Aderbal Nogueira, Manoel Severo e Dr. Sérgio Dantas

O ano é 1915 quando vamos encontrar Né Dadu, retornando da cidade de Triunfo após ser absolvido de crime de morte de João Jovino. Naqueles dias uma volante se formava para capturar um dos maiores desafetos da família Carvalho. Sob o comando do Tenente Teófanes Ferraz Torres e contando ainda com os Carvalho: Antonio e José da Umburana e João Lucas das Piranhas, atacam São Francisco, mas não encontram Né Dadu, espancando fortemente uma negra de nome Antonia Verônica, governanta do lugar, conhecida por “Mãe Preta” e prendem o mais novo dos filhos de D. Constança, irmão de Né Dadu: Sebastião Pereira, então com 16 anos.
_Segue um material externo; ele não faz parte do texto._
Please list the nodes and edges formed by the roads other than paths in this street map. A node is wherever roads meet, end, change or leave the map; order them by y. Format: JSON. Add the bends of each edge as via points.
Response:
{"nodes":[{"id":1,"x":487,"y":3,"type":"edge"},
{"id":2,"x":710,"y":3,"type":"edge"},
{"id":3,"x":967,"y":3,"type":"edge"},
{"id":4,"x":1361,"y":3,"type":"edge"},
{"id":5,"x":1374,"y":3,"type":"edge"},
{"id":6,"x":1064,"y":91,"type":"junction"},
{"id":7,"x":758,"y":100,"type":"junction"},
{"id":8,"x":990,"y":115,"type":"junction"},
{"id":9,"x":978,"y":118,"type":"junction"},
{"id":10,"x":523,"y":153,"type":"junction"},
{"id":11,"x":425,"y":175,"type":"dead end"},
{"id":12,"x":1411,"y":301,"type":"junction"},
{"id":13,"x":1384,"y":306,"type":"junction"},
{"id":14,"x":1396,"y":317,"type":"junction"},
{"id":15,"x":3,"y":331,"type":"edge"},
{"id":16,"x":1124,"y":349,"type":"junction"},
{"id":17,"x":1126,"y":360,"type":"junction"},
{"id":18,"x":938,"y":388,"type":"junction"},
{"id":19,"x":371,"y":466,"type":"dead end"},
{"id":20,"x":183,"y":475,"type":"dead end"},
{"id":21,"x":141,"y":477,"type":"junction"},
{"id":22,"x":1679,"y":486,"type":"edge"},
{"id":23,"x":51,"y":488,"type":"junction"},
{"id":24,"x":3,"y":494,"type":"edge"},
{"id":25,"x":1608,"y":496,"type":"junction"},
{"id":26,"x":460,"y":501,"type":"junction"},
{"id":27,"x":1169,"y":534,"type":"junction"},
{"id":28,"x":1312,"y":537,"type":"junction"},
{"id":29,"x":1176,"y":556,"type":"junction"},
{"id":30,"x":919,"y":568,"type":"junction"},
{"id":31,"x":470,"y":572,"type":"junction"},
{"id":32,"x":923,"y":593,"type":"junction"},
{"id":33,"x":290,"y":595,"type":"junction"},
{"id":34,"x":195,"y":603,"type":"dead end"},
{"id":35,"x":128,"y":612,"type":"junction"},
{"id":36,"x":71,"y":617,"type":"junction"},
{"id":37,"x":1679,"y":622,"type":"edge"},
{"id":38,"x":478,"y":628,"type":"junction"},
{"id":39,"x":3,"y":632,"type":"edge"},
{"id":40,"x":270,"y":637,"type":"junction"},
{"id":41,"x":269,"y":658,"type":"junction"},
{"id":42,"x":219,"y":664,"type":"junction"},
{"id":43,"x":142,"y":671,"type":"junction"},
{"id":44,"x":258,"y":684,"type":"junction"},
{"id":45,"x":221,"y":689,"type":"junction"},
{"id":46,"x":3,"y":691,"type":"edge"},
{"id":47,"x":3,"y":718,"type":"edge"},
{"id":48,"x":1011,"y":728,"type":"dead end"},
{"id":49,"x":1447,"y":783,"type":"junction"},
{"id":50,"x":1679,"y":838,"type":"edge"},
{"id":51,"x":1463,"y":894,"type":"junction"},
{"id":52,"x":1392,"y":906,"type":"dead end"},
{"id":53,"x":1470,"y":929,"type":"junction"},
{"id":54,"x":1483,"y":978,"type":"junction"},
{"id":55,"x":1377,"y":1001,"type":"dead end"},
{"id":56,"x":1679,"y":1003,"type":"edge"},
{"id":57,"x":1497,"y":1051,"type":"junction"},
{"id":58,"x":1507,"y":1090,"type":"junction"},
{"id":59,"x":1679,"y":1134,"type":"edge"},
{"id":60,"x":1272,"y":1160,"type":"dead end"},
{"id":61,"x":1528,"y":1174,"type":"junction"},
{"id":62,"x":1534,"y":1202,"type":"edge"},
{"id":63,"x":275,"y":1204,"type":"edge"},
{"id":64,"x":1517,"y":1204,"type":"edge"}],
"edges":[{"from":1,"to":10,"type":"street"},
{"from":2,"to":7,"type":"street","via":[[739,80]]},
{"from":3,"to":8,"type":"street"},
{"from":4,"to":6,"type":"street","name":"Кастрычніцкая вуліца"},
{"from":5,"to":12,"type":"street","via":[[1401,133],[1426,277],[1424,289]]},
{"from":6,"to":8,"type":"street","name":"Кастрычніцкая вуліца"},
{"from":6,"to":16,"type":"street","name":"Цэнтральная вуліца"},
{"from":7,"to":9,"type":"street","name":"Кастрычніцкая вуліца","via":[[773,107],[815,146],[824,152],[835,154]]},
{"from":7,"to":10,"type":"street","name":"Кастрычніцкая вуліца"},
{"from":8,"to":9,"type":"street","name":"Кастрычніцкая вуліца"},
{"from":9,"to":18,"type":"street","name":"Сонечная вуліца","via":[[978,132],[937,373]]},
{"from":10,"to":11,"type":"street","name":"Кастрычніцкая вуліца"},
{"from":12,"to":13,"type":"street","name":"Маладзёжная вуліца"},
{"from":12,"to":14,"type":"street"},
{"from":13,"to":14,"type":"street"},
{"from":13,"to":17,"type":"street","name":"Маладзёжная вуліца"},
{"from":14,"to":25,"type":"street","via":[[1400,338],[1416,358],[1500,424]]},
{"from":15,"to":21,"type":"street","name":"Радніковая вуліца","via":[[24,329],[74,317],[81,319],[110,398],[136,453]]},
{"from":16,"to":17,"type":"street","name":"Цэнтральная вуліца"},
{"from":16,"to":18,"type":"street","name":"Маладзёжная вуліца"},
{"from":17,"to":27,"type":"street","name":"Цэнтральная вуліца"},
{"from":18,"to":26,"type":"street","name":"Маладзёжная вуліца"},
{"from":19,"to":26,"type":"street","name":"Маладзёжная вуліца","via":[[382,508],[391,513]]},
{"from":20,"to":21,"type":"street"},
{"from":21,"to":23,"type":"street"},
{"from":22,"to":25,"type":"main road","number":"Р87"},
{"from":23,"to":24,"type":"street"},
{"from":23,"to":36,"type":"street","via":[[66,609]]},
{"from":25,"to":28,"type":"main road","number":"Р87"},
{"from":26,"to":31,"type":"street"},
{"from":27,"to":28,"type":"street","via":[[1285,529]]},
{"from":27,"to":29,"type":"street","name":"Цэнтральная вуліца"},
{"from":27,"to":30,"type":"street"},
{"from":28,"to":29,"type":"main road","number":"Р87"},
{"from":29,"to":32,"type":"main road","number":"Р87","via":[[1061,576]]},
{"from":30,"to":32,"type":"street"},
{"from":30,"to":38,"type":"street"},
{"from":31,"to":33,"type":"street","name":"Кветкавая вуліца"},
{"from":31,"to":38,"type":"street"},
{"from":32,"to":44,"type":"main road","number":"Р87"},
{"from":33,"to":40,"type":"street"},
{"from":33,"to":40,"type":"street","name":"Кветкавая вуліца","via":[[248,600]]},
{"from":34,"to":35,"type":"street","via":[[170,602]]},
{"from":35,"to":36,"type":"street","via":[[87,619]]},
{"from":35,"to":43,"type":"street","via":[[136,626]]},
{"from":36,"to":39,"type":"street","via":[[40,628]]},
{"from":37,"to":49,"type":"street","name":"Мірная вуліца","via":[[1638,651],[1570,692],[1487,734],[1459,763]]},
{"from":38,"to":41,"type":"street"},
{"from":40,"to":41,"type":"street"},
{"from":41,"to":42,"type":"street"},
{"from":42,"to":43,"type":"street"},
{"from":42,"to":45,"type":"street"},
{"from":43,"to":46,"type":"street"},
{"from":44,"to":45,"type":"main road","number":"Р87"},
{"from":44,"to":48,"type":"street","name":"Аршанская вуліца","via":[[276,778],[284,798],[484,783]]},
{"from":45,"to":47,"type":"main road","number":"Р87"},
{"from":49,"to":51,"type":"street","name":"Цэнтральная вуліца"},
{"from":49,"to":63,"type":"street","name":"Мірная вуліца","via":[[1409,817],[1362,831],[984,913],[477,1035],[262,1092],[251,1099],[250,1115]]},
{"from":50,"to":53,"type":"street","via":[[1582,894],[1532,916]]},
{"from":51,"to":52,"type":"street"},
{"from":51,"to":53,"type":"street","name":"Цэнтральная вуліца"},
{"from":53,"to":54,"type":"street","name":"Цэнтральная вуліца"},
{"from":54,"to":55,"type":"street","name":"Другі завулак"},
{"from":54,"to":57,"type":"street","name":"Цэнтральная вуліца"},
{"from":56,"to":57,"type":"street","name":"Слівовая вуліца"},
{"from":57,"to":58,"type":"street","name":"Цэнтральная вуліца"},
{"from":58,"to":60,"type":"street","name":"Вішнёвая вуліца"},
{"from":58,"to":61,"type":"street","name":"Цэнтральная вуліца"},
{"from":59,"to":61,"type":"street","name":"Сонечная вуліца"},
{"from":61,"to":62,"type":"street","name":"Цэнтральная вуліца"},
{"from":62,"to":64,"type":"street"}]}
Sinhô Pereira, sentado e Luiz Padre, de pé

A represália dos Pereira veio logo em seguida, quando é morto José da Umburana em emboscada de Vicente de Marina, o morticínio continua, desta feita mais um Pereira tomba, Né Dadu morre em 16 de outubro de 1916, vítima de covarde traição de um ex-cabra dos Carvalho, Zé Rodrigues, Zé Grande ou simplesmente “Zé Palmeira” que o matou com seu próprio rifle no lugar Poço do Amolar, na fazenda Serrinha. Esse caboclo Zé Palmeira havia se aproximado de Né Dadu após ardilosa trama traçada pelos próprios Carvalho, simulando o rompimento do referido cabra com a família inimiga. Apesar de Atento e desconfiado Né Dadu acabou sendo ludibriado pelo audacioso golpe e acabaria sendo vítima fatal do mesmo.

A morte do irmão empurrou definitivamente o mais jovem da família para o mundo do crime, nascia ali aquele que seria o mais valente de todos os cangaceiros, segundo o próprio Virgulino Ferreira: Sebastião Pereira, vulgo Sinhô Pereira.
  

 Sinhô Pereira década de 70 - 
O seu tamanho era enorme, imagine o tamanho da natureza deste homem

Partindo na sanha da formação de seu grupo, Sebastião Pereira partiu em busca do Coronel Zé Inácio, do Barro, conhecido coiteiro e protetor de bandidos, dali saiu com um grupo de 20 cabras, tendo como seu lugar tenente seu primo, Luiz Padre, rumo a Vila Bela, no Vale do Pajeú.

Invadindo São Francisco, depredou e queimou a loja de Antonio da Umburana e tomou a pequena vila, partindo dali para as fazendas dos Carvalho, Umburanas e Piranhas, depredando, queimando, matando animais, destruindo cercas, arrasando tudo. Os Carvalhos diante de tanta fúria se retiraram para a cidade, finalizando assim a primeira grande investida do grande cangaceiro.

Sobre a eterna peleja entre os clãs vamos ter o episódio da invasão à fazenda Piranhas, narrado por inquérito na própria delegacia de Vila Bela, como segue: “... no dia 1º corrente apresentaram-se voluntariamente a prizão os indivíduos José Alves de Barros e José de tal conhecido por José Caboclo e Francisco Alves de Barros, Cincinato Nunes de Barros, Antonio Carvalho de Barros, conhecido por Antonio da Umburana, Antonio Alves Frazão, José André, Feliciano de tal, João Ferreira, Francisco Porphirio, Antonio Teixeira, Antonio Pedro da Costa Neto, Antonio Pequeno, José Flor e João Tapia todos denunciados neste município como incursos no artigo 294 por terem morto ao cangaceiro Paixão na ocasião em que os mesmos se defendiam do ataque feito a fazenda Piranhas pelo grupo chefiado por Sebastião Pereira e Luiz Padre dos qual fazia parte o referido Paixão (Informe ao Chefe de Polícia pelo delegado de Vila Bela, 5/9/17).

Algum tempo depois Sebastião Pereira mataria o assassino de seu irmão Né Dadu, o indivíduo Palmeira na localidade de Viçosa em Alagoas, tendo Luiz Padre sangrado o matador de seu pai Padre Pereira, Luis de França, em São João do Barro Vermelho. Em outra oportunidade na localidade de Queixada, sob a proteção do Coronel Pedro da Luz, acabou encontrando Antonio da Umburana que foi sangrado, esquartejado e queimado, assim se configurava a vingança dos primos, Sebastião e Luis Padre.